— The task —
Every line below must be reproduced exactly; no pictures are to be included.

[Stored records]

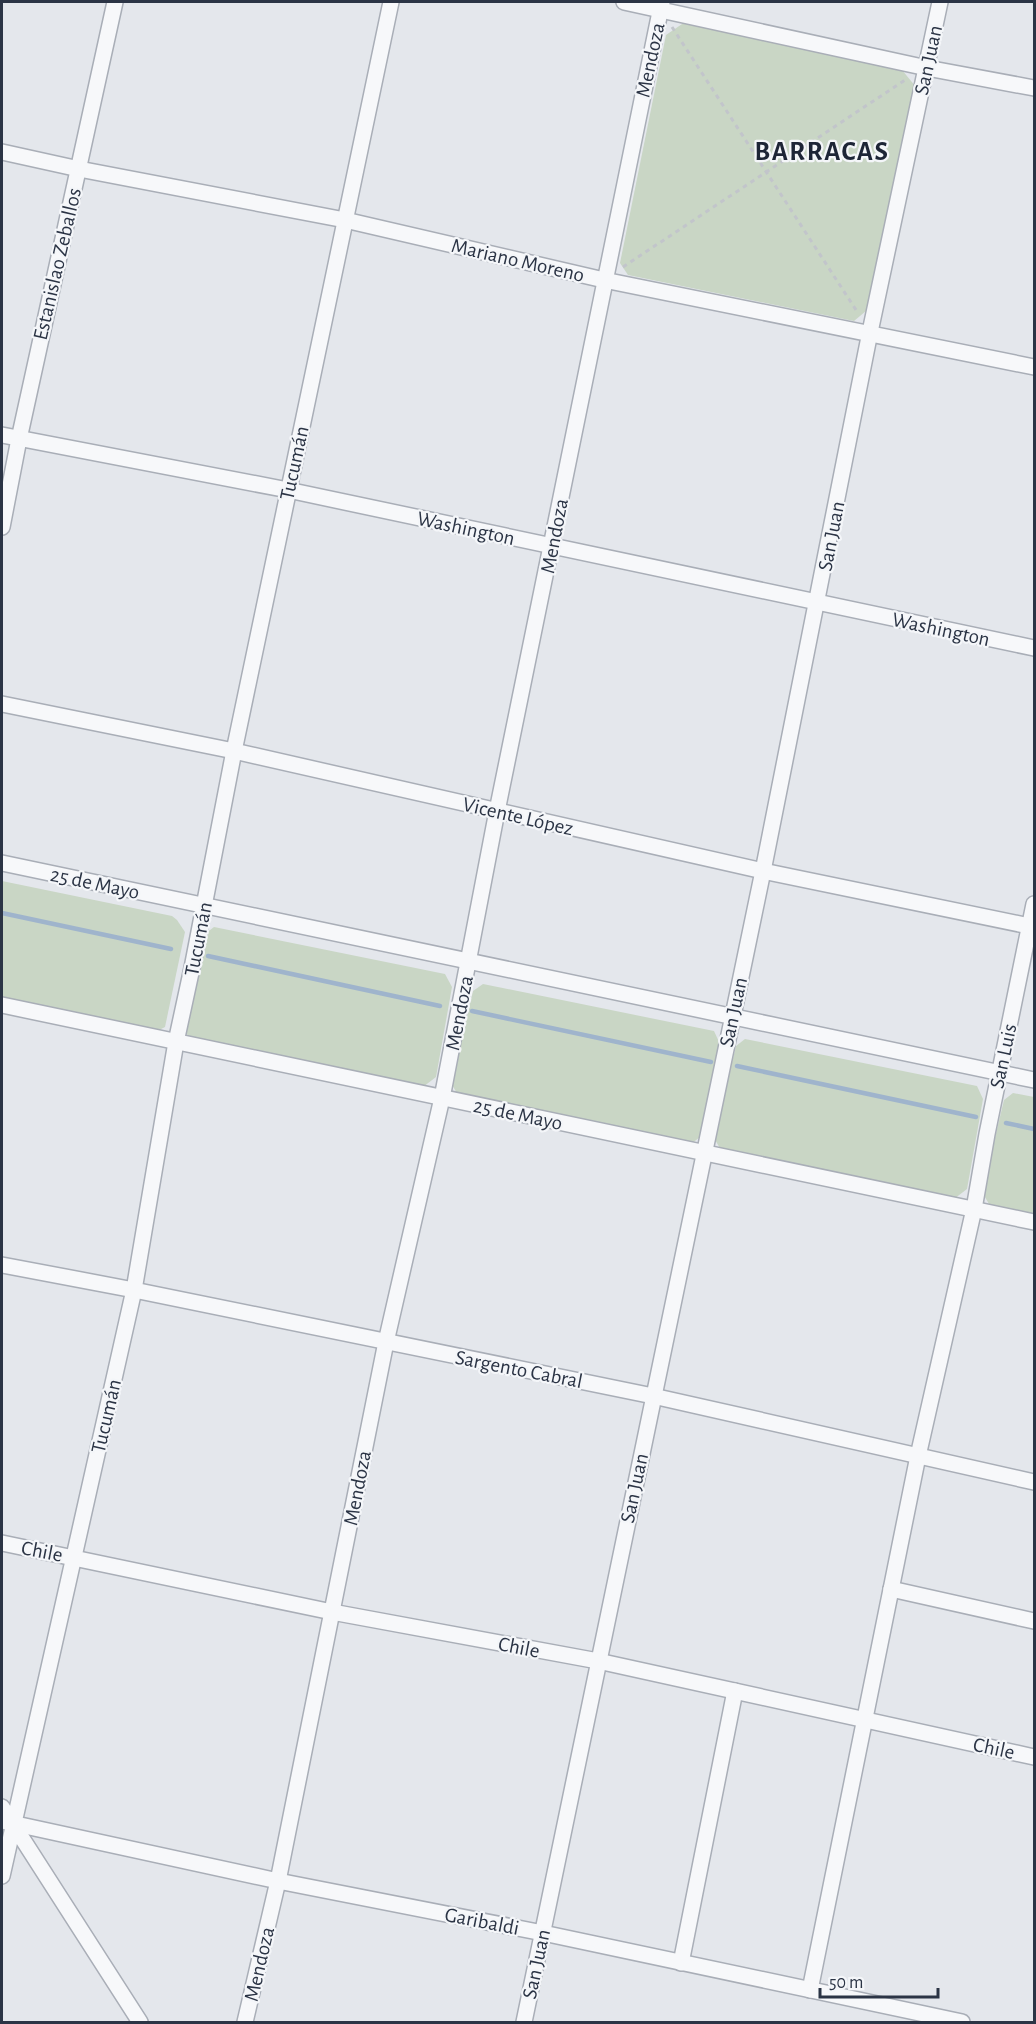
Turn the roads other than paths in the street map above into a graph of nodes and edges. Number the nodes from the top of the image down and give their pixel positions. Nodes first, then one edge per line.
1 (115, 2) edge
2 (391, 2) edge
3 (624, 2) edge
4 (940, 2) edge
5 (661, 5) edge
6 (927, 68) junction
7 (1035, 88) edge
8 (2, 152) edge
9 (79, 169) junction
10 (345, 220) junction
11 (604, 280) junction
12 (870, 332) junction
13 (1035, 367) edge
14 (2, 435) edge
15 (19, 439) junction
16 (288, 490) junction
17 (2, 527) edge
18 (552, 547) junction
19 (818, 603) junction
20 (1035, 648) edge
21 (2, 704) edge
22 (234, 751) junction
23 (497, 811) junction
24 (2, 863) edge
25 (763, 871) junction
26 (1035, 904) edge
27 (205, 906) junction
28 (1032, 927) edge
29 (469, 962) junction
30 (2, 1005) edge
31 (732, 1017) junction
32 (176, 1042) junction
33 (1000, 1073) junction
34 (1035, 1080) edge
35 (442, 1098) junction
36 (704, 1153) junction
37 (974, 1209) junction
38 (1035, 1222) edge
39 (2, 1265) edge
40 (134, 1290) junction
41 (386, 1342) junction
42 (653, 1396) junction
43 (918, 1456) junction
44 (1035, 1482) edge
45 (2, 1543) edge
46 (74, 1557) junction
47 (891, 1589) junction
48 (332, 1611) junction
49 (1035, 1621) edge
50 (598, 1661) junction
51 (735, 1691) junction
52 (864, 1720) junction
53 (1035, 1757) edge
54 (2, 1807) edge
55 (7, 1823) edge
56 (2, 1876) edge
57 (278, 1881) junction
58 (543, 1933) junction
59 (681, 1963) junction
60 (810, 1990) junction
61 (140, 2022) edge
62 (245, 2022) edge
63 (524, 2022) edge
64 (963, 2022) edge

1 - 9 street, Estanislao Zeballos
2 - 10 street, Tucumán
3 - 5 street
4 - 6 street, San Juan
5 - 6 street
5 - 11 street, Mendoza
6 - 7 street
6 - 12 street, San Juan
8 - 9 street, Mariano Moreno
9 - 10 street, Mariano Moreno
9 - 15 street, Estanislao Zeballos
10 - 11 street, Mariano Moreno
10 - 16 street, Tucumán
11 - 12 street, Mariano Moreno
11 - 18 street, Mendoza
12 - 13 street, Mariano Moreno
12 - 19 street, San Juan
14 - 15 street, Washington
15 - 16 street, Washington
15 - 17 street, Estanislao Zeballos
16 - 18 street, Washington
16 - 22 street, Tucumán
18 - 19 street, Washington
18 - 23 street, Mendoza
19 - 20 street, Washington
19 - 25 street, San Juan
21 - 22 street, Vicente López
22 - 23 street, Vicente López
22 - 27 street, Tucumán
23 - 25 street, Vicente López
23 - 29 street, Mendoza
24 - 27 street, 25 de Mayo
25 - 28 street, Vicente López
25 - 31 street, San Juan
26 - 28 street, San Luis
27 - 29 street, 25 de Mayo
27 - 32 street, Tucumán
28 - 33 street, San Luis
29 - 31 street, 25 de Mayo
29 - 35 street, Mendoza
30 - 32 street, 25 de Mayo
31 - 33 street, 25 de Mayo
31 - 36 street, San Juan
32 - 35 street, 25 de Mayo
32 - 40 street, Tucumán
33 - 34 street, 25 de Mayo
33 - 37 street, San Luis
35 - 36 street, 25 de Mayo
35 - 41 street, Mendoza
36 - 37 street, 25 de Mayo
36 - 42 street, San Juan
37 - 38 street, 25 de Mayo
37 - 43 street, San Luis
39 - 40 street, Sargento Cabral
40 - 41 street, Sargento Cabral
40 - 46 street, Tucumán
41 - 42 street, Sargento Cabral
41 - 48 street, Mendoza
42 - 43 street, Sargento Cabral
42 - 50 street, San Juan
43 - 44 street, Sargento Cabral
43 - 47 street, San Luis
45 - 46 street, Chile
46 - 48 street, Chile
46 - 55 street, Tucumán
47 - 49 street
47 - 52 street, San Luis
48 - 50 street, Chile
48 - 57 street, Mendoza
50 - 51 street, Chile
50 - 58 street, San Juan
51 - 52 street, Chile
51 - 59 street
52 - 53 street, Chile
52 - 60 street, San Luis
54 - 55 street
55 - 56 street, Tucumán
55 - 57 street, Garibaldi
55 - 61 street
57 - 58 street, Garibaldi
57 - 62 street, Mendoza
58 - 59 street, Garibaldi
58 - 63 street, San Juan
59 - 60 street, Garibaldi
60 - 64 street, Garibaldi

— Problem solution —
Turn the roads other than paths in the street map above into a graph of nodes and edges. Number the nodes from the top of the image down and give their pixel positions. Nodes first, then one edge per line.
1 (115, 2) edge
2 (391, 2) edge
3 (624, 2) edge
4 (940, 2) edge
5 (661, 5) edge
6 (927, 68) junction
7 (1035, 88) edge
8 (2, 152) edge
9 (79, 169) junction
10 (345, 220) junction
11 (604, 280) junction
12 (870, 332) junction
13 (1035, 367) edge
14 (2, 435) edge
15 (19, 439) junction
16 (288, 490) junction
17 (2, 527) edge
18 (552, 547) junction
19 (818, 603) junction
20 (1035, 648) edge
21 (2, 704) edge
22 (234, 751) junction
23 (497, 811) junction
24 (2, 863) edge
25 (763, 871) junction
26 (1035, 904) edge
27 (205, 906) junction
28 (1032, 927) edge
29 (469, 962) junction
30 (2, 1005) edge
31 (732, 1017) junction
32 (176, 1042) junction
33 (1000, 1073) junction
34 (1035, 1080) edge
35 (442, 1098) junction
36 (704, 1153) junction
37 (974, 1209) junction
38 (1035, 1222) edge
39 (2, 1265) edge
40 (134, 1290) junction
41 (386, 1342) junction
42 (653, 1396) junction
43 (918, 1456) junction
44 (1035, 1482) edge
45 (2, 1543) edge
46 (74, 1557) junction
47 (891, 1589) junction
48 (332, 1611) junction
49 (1035, 1621) edge
50 (598, 1661) junction
51 (735, 1691) junction
52 (864, 1720) junction
53 (1035, 1757) edge
54 (2, 1807) edge
55 (7, 1823) edge
56 (2, 1876) edge
57 (278, 1881) junction
58 (543, 1933) junction
59 (681, 1963) junction
60 (810, 1990) junction
61 (140, 2022) edge
62 (245, 2022) edge
63 (524, 2022) edge
64 (963, 2022) edge

1 - 9 street, Estanislao Zeballos
2 - 10 street, Tucumán
3 - 5 street
4 - 6 street, San Juan
5 - 6 street
5 - 11 street, Mendoza
6 - 7 street
6 - 12 street, San Juan
8 - 9 street, Mariano Moreno
9 - 10 street, Mariano Moreno
9 - 15 street, Estanislao Zeballos
10 - 11 street, Mariano Moreno
10 - 16 street, Tucumán
11 - 12 street, Mariano Moreno
11 - 18 street, Mendoza
12 - 13 street, Mariano Moreno
12 - 19 street, San Juan
14 - 15 street, Washington
15 - 16 street, Washington
15 - 17 street, Estanislao Zeballos
16 - 18 street, Washington
16 - 22 street, Tucumán
18 - 19 street, Washington
18 - 23 street, Mendoza
19 - 20 street, Washington
19 - 25 street, San Juan
21 - 22 street, Vicente López
22 - 23 street, Vicente López
22 - 27 street, Tucumán
23 - 25 street, Vicente López
23 - 29 street, Mendoza
24 - 27 street, 25 de Mayo
25 - 28 street, Vicente López
25 - 31 street, San Juan
26 - 28 street, San Luis
27 - 29 street, 25 de Mayo
27 - 32 street, Tucumán
28 - 33 street, San Luis
29 - 31 street, 25 de Mayo
29 - 35 street, Mendoza
30 - 32 street, 25 de Mayo
31 - 33 street, 25 de Mayo
31 - 36 street, San Juan
32 - 35 street, 25 de Mayo
32 - 40 street, Tucumán
33 - 34 street, 25 de Mayo
33 - 37 street, San Luis
35 - 36 street, 25 de Mayo
35 - 41 street, Mendoza
36 - 37 street, 25 de Mayo
36 - 42 street, San Juan
37 - 38 street, 25 de Mayo
37 - 43 street, San Luis
39 - 40 street, Sargento Cabral
40 - 41 street, Sargento Cabral
40 - 46 street, Tucumán
41 - 42 street, Sargento Cabral
41 - 48 street, Mendoza
42 - 43 street, Sargento Cabral
42 - 50 street, San Juan
43 - 44 street, Sargento Cabral
43 - 47 street, San Luis
45 - 46 street, Chile
46 - 48 street, Chile
46 - 55 street, Tucumán
47 - 49 street
47 - 52 street, San Luis
48 - 50 street, Chile
48 - 57 street, Mendoza
50 - 51 street, Chile
50 - 58 street, San Juan
51 - 52 street, Chile
51 - 59 street
52 - 53 street, Chile
52 - 60 street, San Luis
54 - 55 street
55 - 56 street, Tucumán
55 - 57 street, Garibaldi
55 - 61 street
57 - 58 street, Garibaldi
57 - 62 street, Mendoza
58 - 59 street, Garibaldi
58 - 63 street, San Juan
59 - 60 street, Garibaldi
60 - 64 street, Garibaldi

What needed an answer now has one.